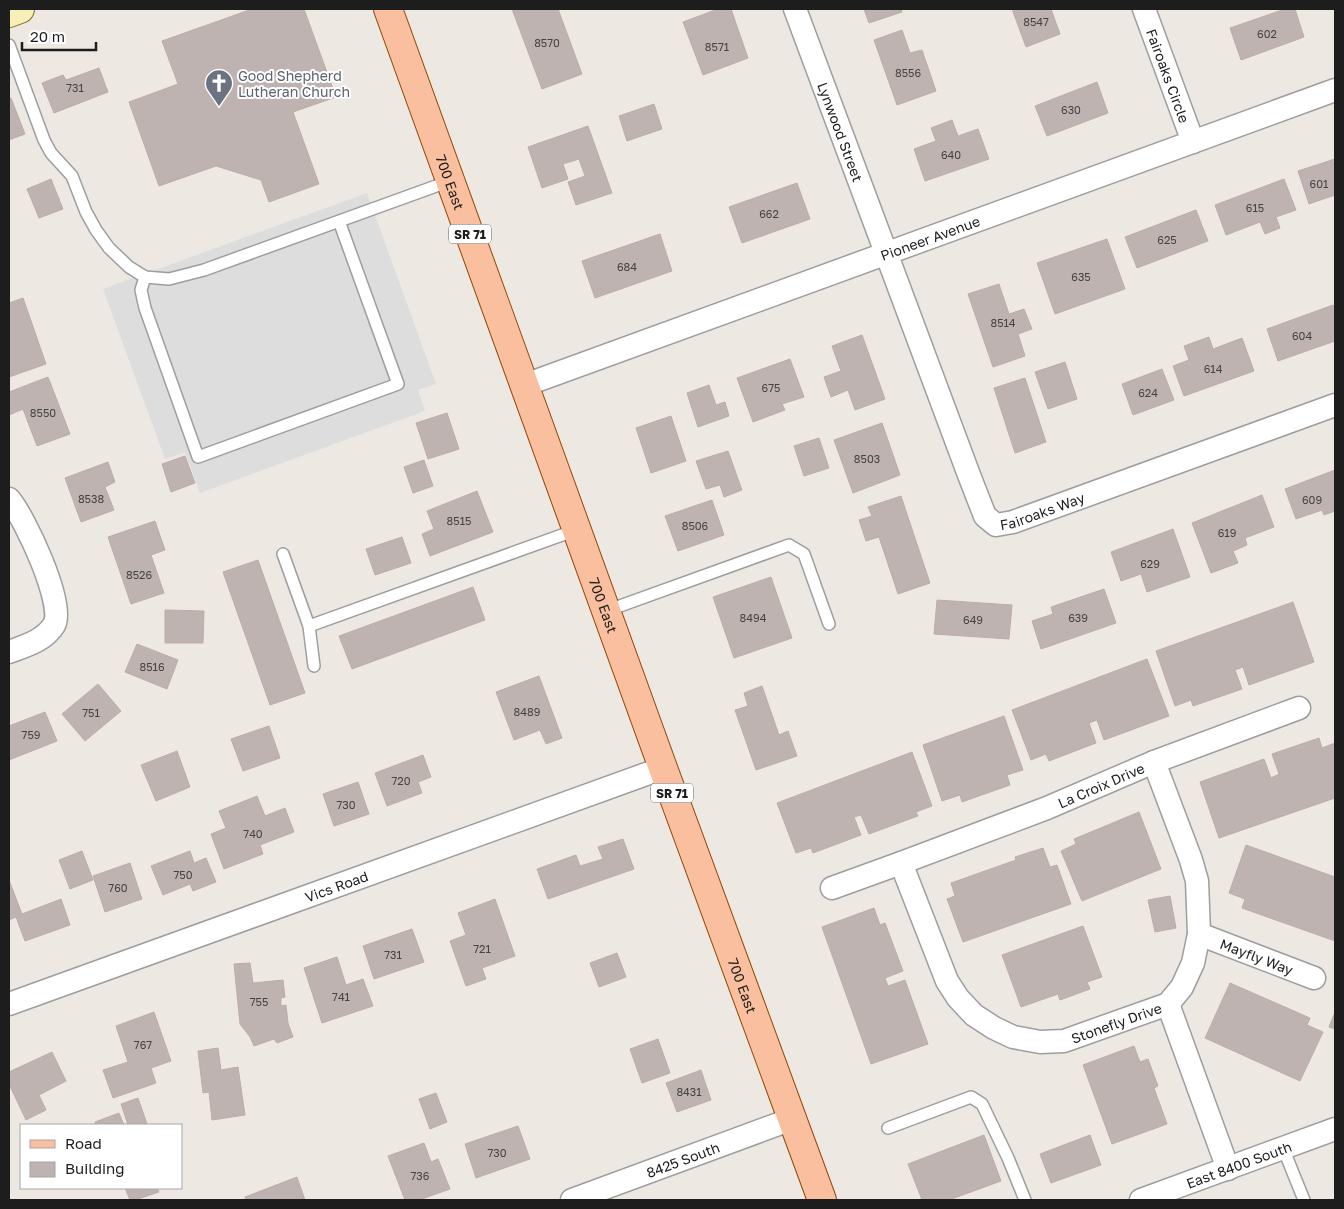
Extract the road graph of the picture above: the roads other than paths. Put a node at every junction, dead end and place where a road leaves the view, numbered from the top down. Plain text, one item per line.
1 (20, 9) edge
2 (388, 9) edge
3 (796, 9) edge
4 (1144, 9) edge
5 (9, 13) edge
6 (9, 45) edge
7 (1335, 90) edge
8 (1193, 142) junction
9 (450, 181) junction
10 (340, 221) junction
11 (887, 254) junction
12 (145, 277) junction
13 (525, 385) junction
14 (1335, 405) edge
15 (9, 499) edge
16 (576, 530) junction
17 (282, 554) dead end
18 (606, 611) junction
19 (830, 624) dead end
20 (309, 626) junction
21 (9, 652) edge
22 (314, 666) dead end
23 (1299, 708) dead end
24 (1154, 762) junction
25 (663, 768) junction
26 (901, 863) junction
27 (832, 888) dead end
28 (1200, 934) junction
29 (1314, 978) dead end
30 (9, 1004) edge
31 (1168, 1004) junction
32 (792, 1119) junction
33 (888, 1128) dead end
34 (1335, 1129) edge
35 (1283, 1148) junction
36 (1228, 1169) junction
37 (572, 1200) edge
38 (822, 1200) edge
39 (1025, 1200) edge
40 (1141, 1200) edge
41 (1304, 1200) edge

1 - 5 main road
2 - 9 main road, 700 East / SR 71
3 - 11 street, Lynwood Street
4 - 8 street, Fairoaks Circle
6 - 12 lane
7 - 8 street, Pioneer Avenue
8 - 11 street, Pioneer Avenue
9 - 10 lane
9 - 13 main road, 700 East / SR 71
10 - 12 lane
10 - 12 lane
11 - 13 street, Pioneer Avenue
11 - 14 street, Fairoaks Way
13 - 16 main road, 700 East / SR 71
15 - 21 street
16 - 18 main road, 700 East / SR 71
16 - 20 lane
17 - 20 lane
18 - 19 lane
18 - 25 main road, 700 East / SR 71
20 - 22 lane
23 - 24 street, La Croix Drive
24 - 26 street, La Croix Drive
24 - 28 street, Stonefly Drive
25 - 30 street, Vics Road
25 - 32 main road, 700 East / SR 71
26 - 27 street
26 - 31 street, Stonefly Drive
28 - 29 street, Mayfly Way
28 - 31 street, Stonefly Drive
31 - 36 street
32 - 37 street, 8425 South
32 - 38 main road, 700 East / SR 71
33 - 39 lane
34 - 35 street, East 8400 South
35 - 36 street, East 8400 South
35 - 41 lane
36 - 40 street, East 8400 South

_ _ _ _ _ _ _

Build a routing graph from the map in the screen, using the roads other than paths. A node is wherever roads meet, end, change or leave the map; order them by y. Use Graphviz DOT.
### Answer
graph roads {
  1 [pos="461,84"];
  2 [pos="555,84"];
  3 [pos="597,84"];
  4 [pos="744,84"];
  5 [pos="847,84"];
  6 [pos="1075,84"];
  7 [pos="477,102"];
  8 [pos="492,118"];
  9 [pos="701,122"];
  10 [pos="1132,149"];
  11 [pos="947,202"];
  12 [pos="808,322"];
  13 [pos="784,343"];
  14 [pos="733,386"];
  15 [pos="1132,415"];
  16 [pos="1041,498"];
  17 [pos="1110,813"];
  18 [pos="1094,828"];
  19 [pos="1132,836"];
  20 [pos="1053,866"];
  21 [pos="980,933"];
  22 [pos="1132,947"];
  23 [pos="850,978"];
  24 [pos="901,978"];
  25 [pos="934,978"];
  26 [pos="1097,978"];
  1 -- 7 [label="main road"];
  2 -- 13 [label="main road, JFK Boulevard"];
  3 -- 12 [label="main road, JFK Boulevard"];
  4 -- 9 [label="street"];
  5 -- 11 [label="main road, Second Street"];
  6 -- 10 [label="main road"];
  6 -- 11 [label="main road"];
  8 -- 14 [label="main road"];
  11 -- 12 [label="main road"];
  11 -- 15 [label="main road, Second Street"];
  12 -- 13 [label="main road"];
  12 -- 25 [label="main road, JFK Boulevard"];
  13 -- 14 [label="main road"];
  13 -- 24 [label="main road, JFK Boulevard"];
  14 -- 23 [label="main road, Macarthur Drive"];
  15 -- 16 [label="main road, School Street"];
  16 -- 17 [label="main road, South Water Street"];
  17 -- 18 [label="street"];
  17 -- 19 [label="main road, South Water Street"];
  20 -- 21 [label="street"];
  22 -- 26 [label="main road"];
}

_ _ _ _ _ _ _

=== WHAT NEEDS TO BE DONE ===
Each line in the listing above that includes the word "Stonefly" needs to be copied out.

=== ANSWER SECTION ===
24 - 28 street, Stonefly Drive
26 - 31 street, Stonefly Drive
28 - 31 street, Stonefly Drive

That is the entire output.